Es stimmt allerdings nicht nur die Breite. Auch qualitativ hat der GSV einiges zu bieten. Neben Kapitän Kevin Marx (Herr: „Der ist eine richtige Fackel.“) haben sich Keeper Christian Nellen und Stürmer Michele Röhrscheidt als Leistungsträger herauskristallisiert. Generell verfügt der Spitzenreiter über eine brandgefährliche Offensive, alleine Burhan Aydin, im Sommer von Gencler Opladen gekommen, hat in den bisherigen sieben Spieler sechs Mal getroffen und sieben Mal zu Toren aufgelegt.

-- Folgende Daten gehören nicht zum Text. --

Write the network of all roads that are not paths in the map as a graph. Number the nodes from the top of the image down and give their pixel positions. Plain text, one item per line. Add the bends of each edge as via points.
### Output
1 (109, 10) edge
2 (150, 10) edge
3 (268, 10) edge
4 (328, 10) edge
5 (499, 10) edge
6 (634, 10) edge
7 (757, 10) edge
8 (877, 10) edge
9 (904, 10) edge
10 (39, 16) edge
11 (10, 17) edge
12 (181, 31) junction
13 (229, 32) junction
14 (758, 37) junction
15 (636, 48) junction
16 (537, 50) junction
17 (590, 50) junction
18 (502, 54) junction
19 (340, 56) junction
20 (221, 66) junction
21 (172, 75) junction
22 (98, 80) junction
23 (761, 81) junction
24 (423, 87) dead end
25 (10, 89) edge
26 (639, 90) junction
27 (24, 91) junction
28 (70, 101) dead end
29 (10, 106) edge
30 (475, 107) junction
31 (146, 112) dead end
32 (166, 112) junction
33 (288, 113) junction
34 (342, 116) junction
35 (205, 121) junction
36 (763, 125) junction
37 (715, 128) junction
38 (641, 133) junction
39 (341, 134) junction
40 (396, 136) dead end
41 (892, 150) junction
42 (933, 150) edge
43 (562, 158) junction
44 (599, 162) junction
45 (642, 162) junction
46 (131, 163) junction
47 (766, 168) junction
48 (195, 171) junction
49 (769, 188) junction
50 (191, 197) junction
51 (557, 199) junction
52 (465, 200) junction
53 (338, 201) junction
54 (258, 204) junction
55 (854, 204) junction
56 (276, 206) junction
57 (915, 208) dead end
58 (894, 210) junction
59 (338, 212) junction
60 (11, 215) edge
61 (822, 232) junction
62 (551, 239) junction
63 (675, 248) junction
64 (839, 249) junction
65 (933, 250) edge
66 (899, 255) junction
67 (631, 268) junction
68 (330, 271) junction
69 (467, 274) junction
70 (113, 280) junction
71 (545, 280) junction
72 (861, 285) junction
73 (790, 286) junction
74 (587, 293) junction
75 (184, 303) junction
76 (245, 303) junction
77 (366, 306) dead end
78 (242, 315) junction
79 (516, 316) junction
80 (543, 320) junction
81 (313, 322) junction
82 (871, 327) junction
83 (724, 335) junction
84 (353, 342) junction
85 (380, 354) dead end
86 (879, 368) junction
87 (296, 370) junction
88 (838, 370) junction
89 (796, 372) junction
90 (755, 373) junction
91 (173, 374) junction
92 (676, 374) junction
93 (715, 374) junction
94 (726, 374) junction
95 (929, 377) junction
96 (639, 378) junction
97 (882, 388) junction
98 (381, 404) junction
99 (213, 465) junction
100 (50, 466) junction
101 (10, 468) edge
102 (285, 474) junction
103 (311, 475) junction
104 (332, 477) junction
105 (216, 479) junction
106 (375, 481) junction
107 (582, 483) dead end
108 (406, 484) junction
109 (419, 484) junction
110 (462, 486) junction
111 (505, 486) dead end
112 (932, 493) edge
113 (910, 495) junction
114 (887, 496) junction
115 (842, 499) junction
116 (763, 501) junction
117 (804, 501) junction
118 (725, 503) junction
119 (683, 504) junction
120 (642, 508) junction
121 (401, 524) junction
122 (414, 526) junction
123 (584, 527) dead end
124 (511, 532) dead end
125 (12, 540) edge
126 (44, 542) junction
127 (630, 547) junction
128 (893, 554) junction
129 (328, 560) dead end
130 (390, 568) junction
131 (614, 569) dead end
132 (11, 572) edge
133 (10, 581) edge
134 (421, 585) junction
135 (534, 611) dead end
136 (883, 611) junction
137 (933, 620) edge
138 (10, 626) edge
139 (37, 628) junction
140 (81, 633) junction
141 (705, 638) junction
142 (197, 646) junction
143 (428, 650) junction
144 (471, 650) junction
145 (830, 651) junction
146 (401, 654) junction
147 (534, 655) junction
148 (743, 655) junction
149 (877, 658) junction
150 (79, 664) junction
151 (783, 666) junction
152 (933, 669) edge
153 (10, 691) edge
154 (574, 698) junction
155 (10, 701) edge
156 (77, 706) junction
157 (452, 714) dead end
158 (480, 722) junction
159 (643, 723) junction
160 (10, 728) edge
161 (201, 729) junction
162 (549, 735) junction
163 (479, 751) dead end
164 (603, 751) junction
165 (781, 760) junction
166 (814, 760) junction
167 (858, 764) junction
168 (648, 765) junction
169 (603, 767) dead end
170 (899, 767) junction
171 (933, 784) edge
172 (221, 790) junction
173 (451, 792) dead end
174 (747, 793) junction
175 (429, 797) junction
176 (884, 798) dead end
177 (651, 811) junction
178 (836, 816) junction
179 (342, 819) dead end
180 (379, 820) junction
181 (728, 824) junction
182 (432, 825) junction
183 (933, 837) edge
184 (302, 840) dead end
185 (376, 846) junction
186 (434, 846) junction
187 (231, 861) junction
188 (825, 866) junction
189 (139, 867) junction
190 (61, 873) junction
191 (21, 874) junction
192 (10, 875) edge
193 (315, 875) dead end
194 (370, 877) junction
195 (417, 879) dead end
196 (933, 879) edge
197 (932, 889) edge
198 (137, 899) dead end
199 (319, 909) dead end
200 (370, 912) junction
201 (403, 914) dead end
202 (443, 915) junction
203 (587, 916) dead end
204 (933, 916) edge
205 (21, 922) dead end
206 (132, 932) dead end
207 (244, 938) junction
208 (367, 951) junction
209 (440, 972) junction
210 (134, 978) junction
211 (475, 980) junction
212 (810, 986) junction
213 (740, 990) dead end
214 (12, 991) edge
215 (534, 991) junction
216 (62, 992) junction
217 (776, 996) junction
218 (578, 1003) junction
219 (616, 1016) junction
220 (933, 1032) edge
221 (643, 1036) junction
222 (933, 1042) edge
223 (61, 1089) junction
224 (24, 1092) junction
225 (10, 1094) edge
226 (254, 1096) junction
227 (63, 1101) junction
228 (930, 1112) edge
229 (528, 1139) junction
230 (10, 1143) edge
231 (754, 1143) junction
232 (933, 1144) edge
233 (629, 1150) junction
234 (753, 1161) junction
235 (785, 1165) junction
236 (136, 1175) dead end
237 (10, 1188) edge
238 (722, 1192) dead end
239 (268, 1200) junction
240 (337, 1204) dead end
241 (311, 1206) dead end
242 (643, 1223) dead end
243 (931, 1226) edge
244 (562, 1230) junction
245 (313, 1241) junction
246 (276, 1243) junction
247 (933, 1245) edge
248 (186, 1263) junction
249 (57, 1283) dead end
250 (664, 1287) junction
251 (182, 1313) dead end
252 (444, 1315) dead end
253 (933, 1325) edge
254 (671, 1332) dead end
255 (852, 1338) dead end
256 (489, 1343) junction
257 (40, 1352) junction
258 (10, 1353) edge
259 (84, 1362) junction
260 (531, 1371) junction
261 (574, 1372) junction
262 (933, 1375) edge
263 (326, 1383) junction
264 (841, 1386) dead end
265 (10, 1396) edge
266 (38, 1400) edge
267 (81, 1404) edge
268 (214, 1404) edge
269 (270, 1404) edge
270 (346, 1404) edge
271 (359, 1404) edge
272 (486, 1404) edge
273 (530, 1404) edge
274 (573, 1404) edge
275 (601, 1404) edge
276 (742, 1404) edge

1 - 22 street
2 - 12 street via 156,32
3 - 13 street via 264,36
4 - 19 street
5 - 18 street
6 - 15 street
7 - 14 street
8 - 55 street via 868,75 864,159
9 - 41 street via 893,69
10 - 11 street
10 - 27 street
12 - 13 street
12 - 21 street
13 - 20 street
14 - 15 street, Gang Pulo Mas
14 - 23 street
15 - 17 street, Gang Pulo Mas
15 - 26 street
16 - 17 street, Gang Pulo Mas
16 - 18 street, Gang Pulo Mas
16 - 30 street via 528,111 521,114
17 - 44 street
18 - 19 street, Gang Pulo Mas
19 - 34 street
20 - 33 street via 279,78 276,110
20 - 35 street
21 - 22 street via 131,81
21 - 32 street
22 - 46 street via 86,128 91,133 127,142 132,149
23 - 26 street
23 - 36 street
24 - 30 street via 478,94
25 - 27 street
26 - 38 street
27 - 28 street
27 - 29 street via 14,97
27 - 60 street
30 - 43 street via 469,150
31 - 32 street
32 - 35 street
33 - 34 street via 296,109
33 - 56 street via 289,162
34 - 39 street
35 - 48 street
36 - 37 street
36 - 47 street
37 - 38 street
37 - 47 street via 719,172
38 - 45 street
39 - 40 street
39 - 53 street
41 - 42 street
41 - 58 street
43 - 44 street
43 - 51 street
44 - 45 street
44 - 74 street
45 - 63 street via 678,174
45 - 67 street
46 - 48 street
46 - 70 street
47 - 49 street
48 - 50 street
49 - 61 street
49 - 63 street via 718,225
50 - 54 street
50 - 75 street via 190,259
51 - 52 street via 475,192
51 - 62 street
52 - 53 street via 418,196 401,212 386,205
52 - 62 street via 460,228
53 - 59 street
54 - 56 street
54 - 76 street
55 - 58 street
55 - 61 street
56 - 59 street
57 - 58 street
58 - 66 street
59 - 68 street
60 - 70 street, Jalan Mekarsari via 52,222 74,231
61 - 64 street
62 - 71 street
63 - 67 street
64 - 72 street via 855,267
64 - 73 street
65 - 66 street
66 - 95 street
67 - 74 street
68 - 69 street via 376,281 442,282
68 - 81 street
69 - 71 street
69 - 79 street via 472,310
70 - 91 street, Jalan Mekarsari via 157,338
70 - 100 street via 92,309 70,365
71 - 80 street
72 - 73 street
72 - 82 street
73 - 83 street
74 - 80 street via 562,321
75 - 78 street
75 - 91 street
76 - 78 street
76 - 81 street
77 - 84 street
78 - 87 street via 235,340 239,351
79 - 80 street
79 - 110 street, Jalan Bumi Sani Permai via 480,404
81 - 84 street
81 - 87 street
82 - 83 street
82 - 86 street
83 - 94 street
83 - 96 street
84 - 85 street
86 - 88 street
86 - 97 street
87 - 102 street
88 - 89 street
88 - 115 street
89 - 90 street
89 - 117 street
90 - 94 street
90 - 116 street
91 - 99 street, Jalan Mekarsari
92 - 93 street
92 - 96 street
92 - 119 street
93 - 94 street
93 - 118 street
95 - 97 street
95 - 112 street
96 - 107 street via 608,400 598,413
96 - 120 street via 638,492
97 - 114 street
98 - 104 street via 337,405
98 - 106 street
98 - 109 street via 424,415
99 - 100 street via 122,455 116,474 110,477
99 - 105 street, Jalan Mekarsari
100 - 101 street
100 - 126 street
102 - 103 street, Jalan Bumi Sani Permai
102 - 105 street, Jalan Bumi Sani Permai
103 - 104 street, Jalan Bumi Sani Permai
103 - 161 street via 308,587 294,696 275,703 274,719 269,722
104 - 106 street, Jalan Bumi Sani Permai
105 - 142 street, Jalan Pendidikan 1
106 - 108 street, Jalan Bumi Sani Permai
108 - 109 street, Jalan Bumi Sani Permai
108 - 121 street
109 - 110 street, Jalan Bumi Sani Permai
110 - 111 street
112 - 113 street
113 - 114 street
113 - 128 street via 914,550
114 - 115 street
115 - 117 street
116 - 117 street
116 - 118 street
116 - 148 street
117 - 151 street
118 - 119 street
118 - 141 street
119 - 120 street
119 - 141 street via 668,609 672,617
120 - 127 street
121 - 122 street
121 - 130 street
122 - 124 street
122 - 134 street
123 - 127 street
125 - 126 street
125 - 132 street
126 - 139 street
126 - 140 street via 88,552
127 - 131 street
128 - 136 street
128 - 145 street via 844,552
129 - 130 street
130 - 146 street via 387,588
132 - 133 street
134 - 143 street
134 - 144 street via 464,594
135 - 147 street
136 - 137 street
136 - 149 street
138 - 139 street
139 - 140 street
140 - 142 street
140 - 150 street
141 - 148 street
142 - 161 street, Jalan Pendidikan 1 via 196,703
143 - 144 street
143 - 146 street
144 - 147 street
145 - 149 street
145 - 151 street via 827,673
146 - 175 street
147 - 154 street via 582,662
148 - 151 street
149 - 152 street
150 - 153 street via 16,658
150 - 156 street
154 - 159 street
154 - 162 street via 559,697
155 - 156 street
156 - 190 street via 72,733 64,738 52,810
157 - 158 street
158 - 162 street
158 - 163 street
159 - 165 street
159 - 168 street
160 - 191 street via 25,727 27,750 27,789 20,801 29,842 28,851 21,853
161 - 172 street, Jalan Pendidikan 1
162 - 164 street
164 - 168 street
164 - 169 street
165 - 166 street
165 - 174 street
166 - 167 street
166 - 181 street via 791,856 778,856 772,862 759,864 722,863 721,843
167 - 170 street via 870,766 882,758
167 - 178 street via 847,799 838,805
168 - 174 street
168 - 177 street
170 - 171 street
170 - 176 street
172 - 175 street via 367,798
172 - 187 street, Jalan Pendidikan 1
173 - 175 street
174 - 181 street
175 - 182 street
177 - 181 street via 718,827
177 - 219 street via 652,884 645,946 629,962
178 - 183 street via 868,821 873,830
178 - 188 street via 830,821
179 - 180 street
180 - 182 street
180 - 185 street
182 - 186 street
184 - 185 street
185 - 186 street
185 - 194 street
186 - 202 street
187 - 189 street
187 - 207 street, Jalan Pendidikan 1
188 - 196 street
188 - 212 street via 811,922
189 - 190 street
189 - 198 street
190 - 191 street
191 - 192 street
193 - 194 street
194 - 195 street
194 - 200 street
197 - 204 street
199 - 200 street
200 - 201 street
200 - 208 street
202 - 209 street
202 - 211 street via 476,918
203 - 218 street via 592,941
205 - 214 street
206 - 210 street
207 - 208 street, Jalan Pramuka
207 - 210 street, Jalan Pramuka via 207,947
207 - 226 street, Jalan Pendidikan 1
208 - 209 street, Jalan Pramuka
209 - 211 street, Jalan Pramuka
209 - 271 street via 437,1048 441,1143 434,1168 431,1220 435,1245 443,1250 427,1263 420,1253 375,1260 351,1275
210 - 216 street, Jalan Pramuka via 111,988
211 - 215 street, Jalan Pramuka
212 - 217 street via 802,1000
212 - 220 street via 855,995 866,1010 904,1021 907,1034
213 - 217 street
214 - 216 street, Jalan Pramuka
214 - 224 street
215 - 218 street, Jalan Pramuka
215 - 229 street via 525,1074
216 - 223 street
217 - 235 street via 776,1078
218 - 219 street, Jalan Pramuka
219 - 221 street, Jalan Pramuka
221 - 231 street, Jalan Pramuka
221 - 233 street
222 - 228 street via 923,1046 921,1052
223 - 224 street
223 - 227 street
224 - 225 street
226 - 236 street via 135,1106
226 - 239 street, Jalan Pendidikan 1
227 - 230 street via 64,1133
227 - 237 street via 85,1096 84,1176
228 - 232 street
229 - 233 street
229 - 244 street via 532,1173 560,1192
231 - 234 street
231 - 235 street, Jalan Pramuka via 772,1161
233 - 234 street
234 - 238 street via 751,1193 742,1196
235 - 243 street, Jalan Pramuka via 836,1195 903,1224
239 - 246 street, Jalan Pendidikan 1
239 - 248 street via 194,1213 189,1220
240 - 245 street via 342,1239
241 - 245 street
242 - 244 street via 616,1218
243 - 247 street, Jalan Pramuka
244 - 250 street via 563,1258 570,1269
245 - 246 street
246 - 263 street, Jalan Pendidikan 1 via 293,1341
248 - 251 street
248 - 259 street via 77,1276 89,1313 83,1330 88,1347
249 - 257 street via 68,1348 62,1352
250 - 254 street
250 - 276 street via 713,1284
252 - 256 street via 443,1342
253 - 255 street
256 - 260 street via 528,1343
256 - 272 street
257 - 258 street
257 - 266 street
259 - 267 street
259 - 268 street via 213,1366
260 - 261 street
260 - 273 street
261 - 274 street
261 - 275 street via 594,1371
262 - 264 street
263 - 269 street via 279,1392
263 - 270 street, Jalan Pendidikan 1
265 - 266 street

Auch durch ihn und seine Treffer ist der GSV noch ungeschlagen. „Für mich bleiben Gräfrath (drei Punkte, aber auch ein Spiel weniger) und Richrath (ein Zähler weniger) jedoch die Favoriten“, sagt Maik Herr, der mit seinem Team gegen beide Kontrahenten noch nicht gespielt hat. Er verspricht aber auch: „Wir werden alles dafür geben, um da oben zu bleiben.“ Schließlich wollen die Langenfelder mittelfristig zurück in die Bezirksliga, wo sie 2008 zum bislang letzten Mal spielten. Und irgendwie würde es ja auch passen, wenn das Backen kleinerer Brötchen plötzlich im Aufstieg mündet.

Heimspiele

Weil der eigene Platz einen neuen Kunstrasen bekommen hat, trug der GSV bis jetzt alle Heimpartien der aktuellen Saison beim VfB Langenfeld aus. Als die eigene Anlage fertiggestellt wurde, fanden dort zwei Trainingseinheiten statt – dann kam die Unterbrechung.